La rivoluzione empirista di David Hume

 

 

 

 

David Hume (1711-1776), uno dei più influenti filosofi dell’Illuminismo scozzese, ha profondamente segnato la filosofia moderna attraverso la sua critica radicale al concetto di causalità. Nelle sue opere principali, il Trattato sulla natura umana (1739-40) e la Ricerca sull’intelletto umano (1748), Hume mette in discussione le fondamenta stesse della conoscenza scientifica e metafisica, introducendo un punto di vista empirista e scettico che ha avuto un impatto duraturo sulla filosofia successiva.
Per comprendere pienamente la portata della critica humeana alla causalità, è essenziale situarla nel contesto della tradizione empirista britannica. L’empirismo, rappresentato da filosofi come John Locke e George Berkeley, sostiene che tutta la conoscenza derivi dall’esperienza sensibile. Tuttavia, mentre Locke riteneva che l’intelletto umano potesse costruire concetti astratti a partire dall’esperienza e Berkeley eliminava la materia a favore di una realtà composta esclusivamente da percezioni, Hume adotta una posizione ancora più radicale: egli mette in dubbio la possibilità stessa di fondare conoscenze certe sulle relazioni causali.
Per Hume, la filosofia deve limitarsi a descrivere i meccanismi mentali attraverso cui l’uomo costruisce il sapere, senza pretendere di cogliere l’essenza ultima della realtà. In questo senso, la critica della causalità si inserisce nella più ampia impresa di smantellamento delle pretese metafisiche tradizionali.
La riflessione humeana sulla causalità parte da un’osservazione semplice ma decisiva: quando osserviamo due eventi correlati – ad esempio, il lancio di una palla e la rottura di una finestra – percepiamo chiaramente la successione temporale tra i due eventi, ma non la “connessione necessaria” che li lega. Non vi è alcuna impressione sensibile della necessità causale.
Hume distingue, quindi, tre elementi fondamentali che caratterizzano il concetto comune di causalità: contiguità spaziale e temporale (la causa e l’effetto devono essere vicini nel tempo e nello spazio); successione temporale (la causa precede l’effetto; connessione necessaria (si presume che la causa “produca” l’effetto in modo inevitabile). Se i primi due elementi sono direttamente osservabili, il terzo – la connessione necessaria – non lo è. Secondo Hume, l’idea di necessità deriva non da un’osservazione oggettiva, ma da un’abitudine psicologica. Dopo aver visto più volte A seguito da B, la mente sviluppa un’aspettativa che B seguirà sempre A. È l’abitudine che genera l’idea di causalità, non una conoscenza razionale o intuitiva della connessione reale tra i fenomeni. Questo porta Hume a formulare il principio secondo cui la causalità è un prodotto della mente umana e non una proprietà intrinseca della realtà.

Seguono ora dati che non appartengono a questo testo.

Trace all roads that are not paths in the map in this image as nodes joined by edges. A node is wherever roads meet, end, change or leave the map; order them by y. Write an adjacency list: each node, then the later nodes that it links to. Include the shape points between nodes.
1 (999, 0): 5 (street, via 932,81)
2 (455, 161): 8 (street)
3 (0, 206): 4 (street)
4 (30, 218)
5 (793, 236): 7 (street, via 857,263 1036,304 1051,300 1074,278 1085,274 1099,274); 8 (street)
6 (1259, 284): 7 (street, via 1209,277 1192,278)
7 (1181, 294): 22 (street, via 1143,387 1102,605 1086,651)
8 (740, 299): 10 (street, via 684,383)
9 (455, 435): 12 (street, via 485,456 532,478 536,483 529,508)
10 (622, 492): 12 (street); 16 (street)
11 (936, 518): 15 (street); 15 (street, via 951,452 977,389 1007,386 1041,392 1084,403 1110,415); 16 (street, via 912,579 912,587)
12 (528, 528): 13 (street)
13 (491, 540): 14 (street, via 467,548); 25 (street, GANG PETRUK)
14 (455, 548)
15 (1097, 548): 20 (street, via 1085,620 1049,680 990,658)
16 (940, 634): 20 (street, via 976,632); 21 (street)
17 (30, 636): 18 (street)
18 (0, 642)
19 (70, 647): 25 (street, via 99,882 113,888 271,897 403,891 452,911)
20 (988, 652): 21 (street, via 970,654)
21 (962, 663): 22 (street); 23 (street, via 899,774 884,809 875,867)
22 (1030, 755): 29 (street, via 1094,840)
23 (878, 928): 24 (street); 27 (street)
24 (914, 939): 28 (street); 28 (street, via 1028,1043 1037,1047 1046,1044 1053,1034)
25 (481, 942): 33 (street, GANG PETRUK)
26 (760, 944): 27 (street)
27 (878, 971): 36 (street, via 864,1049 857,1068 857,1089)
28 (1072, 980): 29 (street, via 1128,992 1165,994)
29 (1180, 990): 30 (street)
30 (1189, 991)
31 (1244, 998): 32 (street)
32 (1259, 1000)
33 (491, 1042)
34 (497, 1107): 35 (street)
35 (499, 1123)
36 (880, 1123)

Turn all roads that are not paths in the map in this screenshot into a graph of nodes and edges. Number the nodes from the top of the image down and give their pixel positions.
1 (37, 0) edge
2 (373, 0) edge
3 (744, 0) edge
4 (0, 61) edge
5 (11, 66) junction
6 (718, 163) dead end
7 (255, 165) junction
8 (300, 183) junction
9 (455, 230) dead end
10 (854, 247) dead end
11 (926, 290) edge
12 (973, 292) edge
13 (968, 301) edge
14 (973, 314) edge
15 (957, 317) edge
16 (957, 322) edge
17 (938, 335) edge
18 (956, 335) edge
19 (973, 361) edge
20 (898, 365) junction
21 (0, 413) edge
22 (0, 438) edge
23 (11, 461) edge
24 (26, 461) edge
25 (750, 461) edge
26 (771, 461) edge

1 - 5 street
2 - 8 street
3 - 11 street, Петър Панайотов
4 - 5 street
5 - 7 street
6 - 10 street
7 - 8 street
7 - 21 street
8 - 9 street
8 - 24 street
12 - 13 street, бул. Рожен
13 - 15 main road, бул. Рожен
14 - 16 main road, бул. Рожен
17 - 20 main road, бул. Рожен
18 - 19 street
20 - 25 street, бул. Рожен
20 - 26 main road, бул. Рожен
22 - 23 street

Uno degli aspetti più dirompenti della critica humeana è la sua implicazione per il metodo scientifico basato sull’induzione. La scienza moderna si fonda sulla convinzione che le leggi naturali osservate nel passato continueranno a valere nel futuro. Tuttavia, Hume dimostra che tale convinzione non può essere giustificata razionalmente. Il cosiddetto “problema dell’induzione” emerge dalla constatazione che non vi è alcuna garanzia logica che il futuro replicherà il passato. Ad esempio, l’osservazione che il sole è sorto ogni giorno fino a oggi non giustifica, in termini di pura logica, la certezza che sorgerà anche domani. L’aspettativa del ripetersi dei fenomeni si basa unicamente sull’abitudine. Questo scetticismo non implica che la scienza sia inutile, ma mette in discussione le sue pretese di verità assoluta. La scienza funziona perché è utile e pratica, non perché fornisce conoscenze metafisicamente certe.
La critica humeana della causalità ha avuto profonde ripercussioni nella storia della filosofia. Il suo scetticismo ha spinto Immanuel Kant a rivedere le fondamenta della conoscenza nella Critica della ragion pura. Kant riconosce a Hume il merito di averlo “risvegliato dal sonno dogmatico” e sviluppa la teoria secondo cui la causalità non è un concetto empirico, ma una categoria a priori della mente umana che struttura l’esperienza. Se per Hume la causalità è una costruzione psicologica basata sull’abitudine, per Kant essa diventa una condizione necessaria per la possibilità dell’esperienza stessa. In questo modo, Kant cerca di salvare la validità del sapere scientifico, senza però ripristinare le vecchie pretese metafisiche.
In epoca contemporanea, la critica humeana ha influenzato anche la filosofia della scienza, in particolare con Karl Popper, che ha rifiutato l’induzione come metodo scientifico, proponendo al suo posto il criterio della falsificabilità: le teorie scientifiche non possono essere verificate definitivamente, ma solo messe alla prova e potenzialmente confutate.
Un altro aspetto significativo della riflessione humeana riguarda la psicologia della percezione e della conoscenza. Nel sottolineare che la causalità è il risultato di un processo mentale piuttosto che una realtà esterna, Hume anticipa teorie psicologiche moderne sulla costruzione della realtà da parte della mente umana. La sua analisi suggerisce che la mente non si limita a registrare passivamente i dati sensibili, ma attivamente li organizza secondo schemi abitudinari e associazioni. Questa intuizione ha condizionato approcci successivi come il pragmatismo e alcune correnti della psicologia cognitiva, che vedono la conoscenza come il risultato di processi adattativi piuttosto che come la scoperta di verità oggettive.
La critica di Hume al concetto di causalità ha segnato un punto di svolta nella filosofia moderna. Smontando la pretesa di una conoscenza certa e razionale delle connessioni causali, egli ha aperto la strada a un nuovo modo di intendere il rapporto tra mente e realtà, tra esperienza e sapere. Il suo approccio empirista e scettico continua a interrogare la filosofia contemporanea, spingendo a riflettere sui limiti della conoscenza umana e sul ruolo della soggettività nella costruzione della realtà. La lezione di Hume rimane un monito alla prudenza epistemologica: ciò che consideriamo vero potrebbe essere, in ultima analisi, il frutto delle abitudini della mente piuttosto che un riflesso fedele della realtà oggettiva.

 

 

 

 

Brevi ragguagli sul concetto di “coscienza” nella storia della filosofia Occidentale

 

PARTE II

 

LA COSCIENZA COME CONOSCENZA (Ragion pura) E COME MORALE (Ragion pratica)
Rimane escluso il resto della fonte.